Understanding Car Accidents on Private Property

Understanding Car Accidents on Private Property

Car accidents can definitely happen anywhere and at any time. You might hit another vehicle or a person on a dark and stormy night, or it could happen in broad daylight with excellent visibility. Maybe you cause an accident because you’re not paying attention, or perhaps some other driver causes one.

Either way, if you’re on a public road, that simplifies matters somewhat. You’ll have plenty to do, like exchanging insurance information, determining whether you’ve injured yourself or not, and calling the police to come and make out an accident report.

What about if the accident occurs on private property, though? That’s what we’ll discuss in this article. This scenario is far from impossible, and it helps to know what to do if it happens.

What Exactly is Private Property?

Because we get into what happens when you cause an accident on private property, we should clarify what that term means. Many people use it, but not all of them use it correctly.

Private property would be something like your driveway or your front or backyard. A garage would be private property, and a parking lot would be as well.

This stands as a direct contrast to public property, which would be a road on which cars can drive. That road could be in the city or country. The point is that vehicles can freely drive on it and no one owns that road other than the town or city in which you find it.

What Causes Private Property Car Wrecks?

The next thing worth talking about is what usually happens to cause car wrecks on private property. Consuming drugs or drinking alcohol and then driving can often cause these accidents. You might also have a person trying to back out of their driveway, and they hit another vehicle on the way out.

If you are in a parking lot, you may hit another car while backing out, or you might go around a blind corner in a parking garage and hit someone before you realize what’s happening.

You might also have a single-car accident on a private road if you’re talking to someone in the vehicle, and that distracts you. You may let your smartphone or the car’s navigation command your attention, and you might hit something that way.

Public vs. Private Property Wrecks

In some ways, causing a wreck on a private road or in a garage can be similar to causing a car accident on a public roadway. You still have to contact the police and have them compile a report, especially if you hit another car or person in a garage or something similar.

The time when you would not necessarily have to call the police is if you hit something in your driveway when you’re backing out, and what you hit is also your property. For instance, if you back up and hit your driveway’s side, scraping the vehicle, you haven’t damaged public property, and the accident involves only you. You’ll have to contact your insurance company, but not necessarily the police.

Private Property Owner Liability

Introducing owner liability issues is where things can get a little tricky. Let’s say you have a condition on your private property that causes an accident. For instance, someone comes to visit you, and when they’re leaving, they run into something you left in the driveway.

In that scenario, they could potentially sue you if they sustain injuries. You might have legal liability if you should have known about the object sitting in your driveway, and you ought to have moved it out of the way.

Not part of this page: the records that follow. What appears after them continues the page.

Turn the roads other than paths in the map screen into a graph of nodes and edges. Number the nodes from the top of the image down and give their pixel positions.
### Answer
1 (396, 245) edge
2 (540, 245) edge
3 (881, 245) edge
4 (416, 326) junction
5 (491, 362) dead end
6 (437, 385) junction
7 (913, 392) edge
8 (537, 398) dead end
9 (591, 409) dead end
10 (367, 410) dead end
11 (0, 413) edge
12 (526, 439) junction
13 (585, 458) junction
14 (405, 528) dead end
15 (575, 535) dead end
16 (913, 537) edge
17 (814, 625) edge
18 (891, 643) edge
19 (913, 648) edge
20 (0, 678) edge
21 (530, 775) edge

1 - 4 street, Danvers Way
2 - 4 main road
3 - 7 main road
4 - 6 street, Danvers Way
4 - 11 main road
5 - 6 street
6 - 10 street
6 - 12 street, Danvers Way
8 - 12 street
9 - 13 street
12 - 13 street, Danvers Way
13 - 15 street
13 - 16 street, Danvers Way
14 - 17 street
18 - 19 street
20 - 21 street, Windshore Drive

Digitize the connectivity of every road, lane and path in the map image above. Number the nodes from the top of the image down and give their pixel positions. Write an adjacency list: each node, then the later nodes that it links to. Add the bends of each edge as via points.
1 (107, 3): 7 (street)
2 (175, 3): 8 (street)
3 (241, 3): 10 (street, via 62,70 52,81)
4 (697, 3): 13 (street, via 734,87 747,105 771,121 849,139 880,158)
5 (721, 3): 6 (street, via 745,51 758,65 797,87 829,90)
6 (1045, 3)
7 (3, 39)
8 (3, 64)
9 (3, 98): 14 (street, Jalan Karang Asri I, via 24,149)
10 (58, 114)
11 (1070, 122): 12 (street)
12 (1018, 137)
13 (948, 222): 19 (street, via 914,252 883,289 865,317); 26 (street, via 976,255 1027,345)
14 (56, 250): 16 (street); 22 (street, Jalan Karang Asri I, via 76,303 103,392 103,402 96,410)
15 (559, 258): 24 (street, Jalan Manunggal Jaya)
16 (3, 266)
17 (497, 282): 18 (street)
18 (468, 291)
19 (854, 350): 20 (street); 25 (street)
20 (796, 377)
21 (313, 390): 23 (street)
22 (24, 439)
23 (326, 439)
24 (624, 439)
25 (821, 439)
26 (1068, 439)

On the other hand, if you didn’t know the object was there, you can fight the lawsuit in court. You’ll just need to have a competent lawyer who can demonstrate that you didn’t put the object there and had no knowledge that it was blocking your visitor’s vehicle.

Other Property Owner Liability Concerns

You might have a situation where there are some poor parking lot or parking garage conditions, and they cause you to wreck your car or injure yourself. If that happens, you can sue the parking lot or parking garage’s owner or operator. If an attorney can demonstrate that the owner should have known about the conditions, but they ignored them, that can mean a payday for you.

You might hit a huge pothole on a public street, and then you may sue the city for vehicle repair or medical bills. However, that sort of case is not a slam dunk by any means.

The city or township might say you were speeding when the accident happened. If so, they will claim no legal responsibility, and you might walk away with nothing.

In short, many factors can go into whether you’ll have to pay any money or whether an entity or individual will have to pay you if a private property car wreck occurs. No two of these instances are alike, and circumstances can change very quickly.

You might feel like your private property is safe, and no one will be in any danger backing out of your driveway, for instance. Maybe a fallen tree branch is there now, though, and you don’t know about it. That’s a situation where you could face a lawsuit, but the court system may determine you’re not legally liable.

There are two things to remember when talking about private property lawsuits. The first is to try and maintain your property and its upkeep, so no one has a car accident there.

The second is to remember to watch out and drive very carefully on public roads, in parking lots, in parking garages, and so forth. Just because you’re on private property, that does not mean a car accident is impossible.

If someone is suing you or you have to sue someone following a private property car accident, make sure to hire a lawyer who has dealt with these sorts of cases before. They will give you your best success chance.